Using Dask to parallelize plotting

@ahuang11 chatted an interesting use case in the pyviz gitter using Dask to parallelize the generation of a bunch of plots.

I hadn’t done that before with Dask so I tried it out:

import xarray as xr
import dask
import matplotlib.pyplot as plt

ds = xr.tutorial.open_dataset('air_temperature').load()

@dask.delayed
def plot(ds, time):
    ds.sel(time=time)['air'].plot()
    plt.savefig(str(time)[:16])

tasks = [plot(ds, time) for time in ds['time'].values]

# just do first few 
dask.compute(tasks[:5], scheduler='processes', num_workers=4)
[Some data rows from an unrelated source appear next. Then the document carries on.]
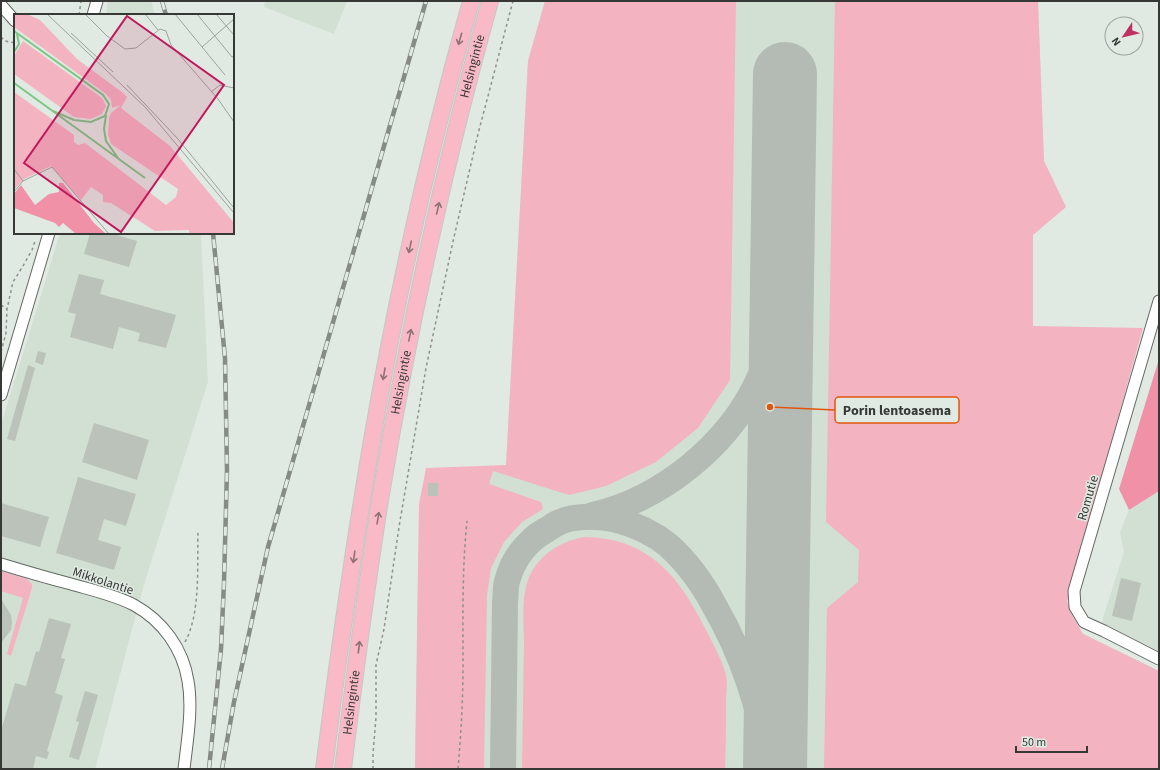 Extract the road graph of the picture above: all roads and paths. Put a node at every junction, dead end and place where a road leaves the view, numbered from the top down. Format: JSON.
{"nodes":[{"id":1,"x":81,"y":1,"type":"edge"},
{"id":2,"x":97,"y":1,"type":"edge"},
{"id":3,"x":471,"y":1,"type":"edge"},
{"id":4,"x":490,"y":1,"type":"edge"},
{"id":5,"x":513,"y":1,"type":"edge"},
{"id":6,"x":1,"y":5,"type":"edge"},
{"id":7,"x":79,"y":14,"type":"edge"},
{"id":8,"x":94,"y":14,"type":"edge"},
{"id":9,"x":14,"y":20,"type":"edge"},
{"id":10,"x":1,"y":37,"type":"edge"},
{"id":11,"x":14,"y":43,"type":"edge"},
{"id":12,"x":49,"y":234,"type":"edge"},
{"id":13,"x":36,"y":239,"type":"dead end"},
{"id":14,"x":1159,"y":300,"type":"edge"},
{"id":15,"x":1,"y":305,"type":"edge"},
{"id":16,"x":7,"y":310,"type":"junction"},
{"id":17,"x":1,"y":352,"type":"edge"},
{"id":18,"x":1,"y":395,"type":"edge"},
{"id":19,"x":467,"y":521,"type":"dead end"},
{"id":20,"x":198,"y":531,"type":"dead end"},
{"id":21,"x":1,"y":564,"type":"edge"},
{"id":22,"x":178,"y":650,"type":"junction"},
{"id":23,"x":1159,"y":659,"type":"edge"},
{"id":24,"x":184,"y":769,"type":"edge"},
{"id":25,"x":324,"y":769,"type":"edge"},
{"id":26,"x":343,"y":769,"type":"edge"},
{"id":27,"x":373,"y":769,"type":"edge"},
{"id":28,"x":458,"y":769,"type":"edge"}],
"edges":[{"from":1,"to":7,"type":"path"},
{"from":2,"to":8,"type":"street"},
{"from":3,"to":25,"type":"highway","name":"Helsingintie","one_way":true},
{"from":26,"to":4,"type":"highway","name":"Helsingintie","one_way":true},
{"from":5,"to":27,"type":"path"},
{"from":6,"to":9,"type":"street"},
{"from":10,"to":11,"type":"path"},
{"from":12,"to":18,"type":"street"},
{"from":13,"to":16,"type":"path"},
{"from":14,"to":23,"type":"street","name":"Romutie"},
{"from":15,"to":16,"type":"path"},
{"from":16,"to":17,"type":"path"},
{"from":19,"to":28,"type":"path"},
{"from":20,"to":22,"type":"path"},
{"from":21,"to":22,"type":"street","name":"Mikkolantie"},
{"from":22,"to":24,"type":"street","name":"Mikkolantie"}]}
which produced the pngs just fine (and quickly!), but I got extra colorbars on some:

Here is the reproducible Jupyter Notebook

Can someone help me figure out what’s going on here and how to fix?

2 Likes

Likely call plt.figure() in function which will force to create new figure.

3 Likes

Indeed @ahuang11 , that worked great! So this is a nice little demo:

import xarray as xr
import dask
import matplotlib.pyplot as plt

ds = xr.tutorial.open_dataset('air_temperature').load()

@dask.delayed
def plot(ds, time):
    plt.figure()
    ds.sel(time=time)['air'].plot()
    plt.savefig(str(time)[:16])

tasks = [plot(ds, time) for time in ds['time'].values]

# just do first few 
dask.compute(tasks[:5], scheduler='processes', num_workers=4)

3 Likes

My theory is it might be more optimized if you select the dataset beforehand so it doesn’t have to pass the entire dataset’s content to separate processes, but I guess it doesn’t matter if it’s lazily loaded.
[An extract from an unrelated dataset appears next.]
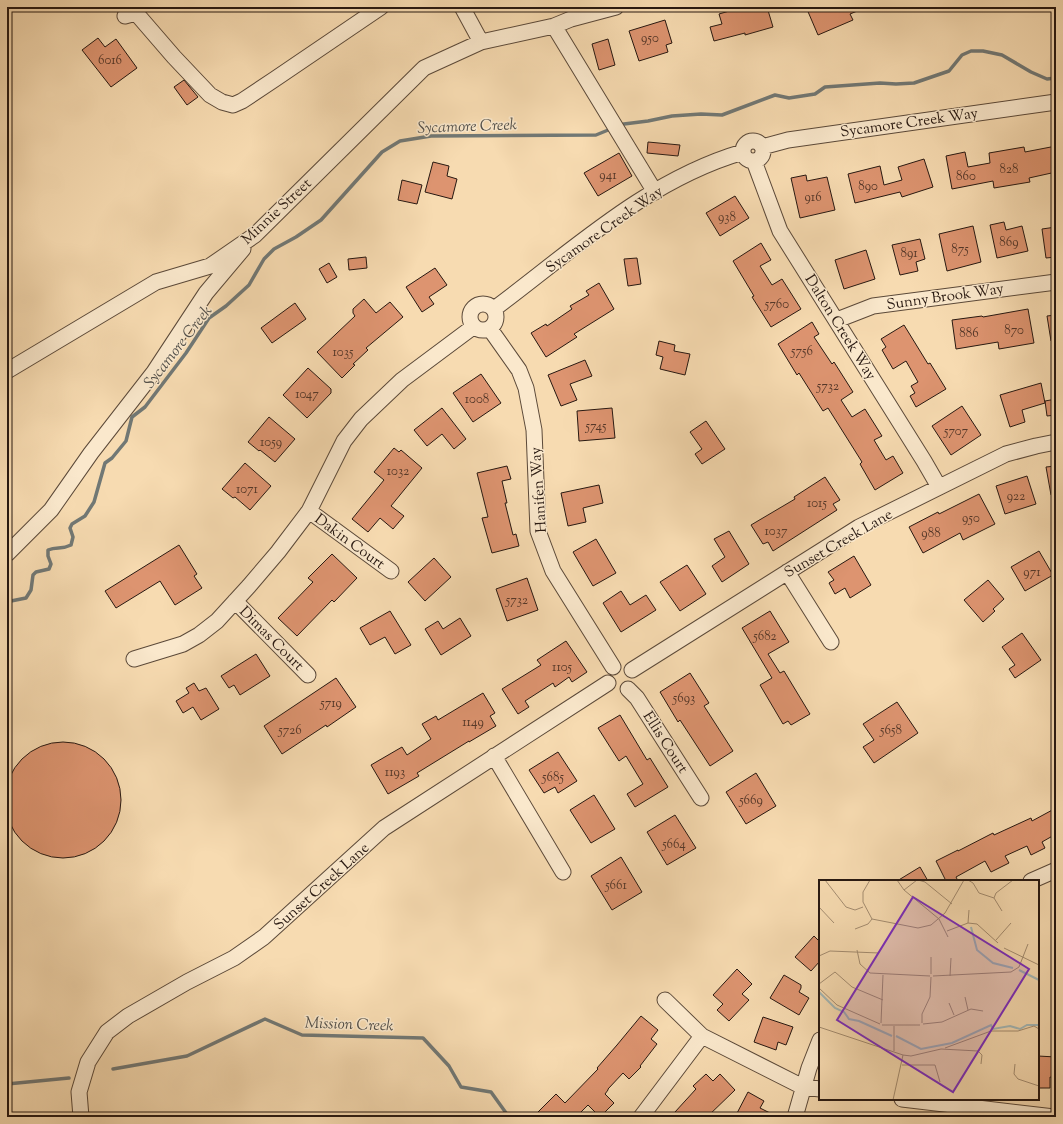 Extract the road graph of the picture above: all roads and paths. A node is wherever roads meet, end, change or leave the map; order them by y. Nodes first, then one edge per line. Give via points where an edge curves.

Use xr.map_blocks instead to avoid sending too much data to the workers. This application is why I worked on it :grinning_face_with_smiling_eyes:

See example here: Using dask to save frames in parallel · Issue #6 · jbusecke/xmovie · GitHub (replicated below)

def save_image(block):
    import cartopy.crs as ccrs
    import matplotlib.pyplot as plt
    if sum(block.shape) > 0:
        # workaround 1:
        # xarray passes a zero shaped array to infer what this function returns. 
        # we can't run plot, so avoid doing that
        f = plt.figure()
        ax = f.subplots(1, 1, subplot_kw={"projection": ccrs.PlateCarree()}, squeeze=True)
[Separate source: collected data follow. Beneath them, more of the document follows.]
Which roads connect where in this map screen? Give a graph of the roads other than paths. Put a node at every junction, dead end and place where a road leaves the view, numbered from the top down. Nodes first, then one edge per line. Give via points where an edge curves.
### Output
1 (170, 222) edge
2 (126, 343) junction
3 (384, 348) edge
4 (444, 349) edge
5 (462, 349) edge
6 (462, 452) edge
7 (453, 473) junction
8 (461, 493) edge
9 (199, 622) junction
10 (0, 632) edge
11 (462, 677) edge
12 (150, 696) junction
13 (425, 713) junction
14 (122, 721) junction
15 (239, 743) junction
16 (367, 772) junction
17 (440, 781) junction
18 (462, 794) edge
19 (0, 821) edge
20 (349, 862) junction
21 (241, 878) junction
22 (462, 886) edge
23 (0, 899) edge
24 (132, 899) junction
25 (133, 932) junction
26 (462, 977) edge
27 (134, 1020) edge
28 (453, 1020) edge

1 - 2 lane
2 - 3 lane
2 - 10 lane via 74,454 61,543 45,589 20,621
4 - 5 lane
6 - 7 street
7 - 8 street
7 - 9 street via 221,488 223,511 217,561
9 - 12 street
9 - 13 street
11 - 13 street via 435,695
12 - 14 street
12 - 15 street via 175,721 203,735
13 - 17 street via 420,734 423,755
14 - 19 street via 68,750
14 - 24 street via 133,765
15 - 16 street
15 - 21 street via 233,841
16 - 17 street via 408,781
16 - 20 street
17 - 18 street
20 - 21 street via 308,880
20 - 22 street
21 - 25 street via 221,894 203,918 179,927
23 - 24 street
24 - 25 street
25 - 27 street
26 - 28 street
        # xarray plotting goodness is available here!
        block.plot(ax=ax, robust=True, vmin=5, vmax=28, cmap=mpl.cm.Spectral_r, cbar_kwargs={"extend": "both"})
   
        # on pangeo.io, this will need some tweaking to work with gcsfs.
        # haven't tried that. On cheyenne, it works beautifully.
        f.savefig(f"images/aqua/{block.time.values[0]}.png", dpi=180)
        plt.close(f)

    # workaround 2:
    # map_blocks expects to receive an xarray thing back.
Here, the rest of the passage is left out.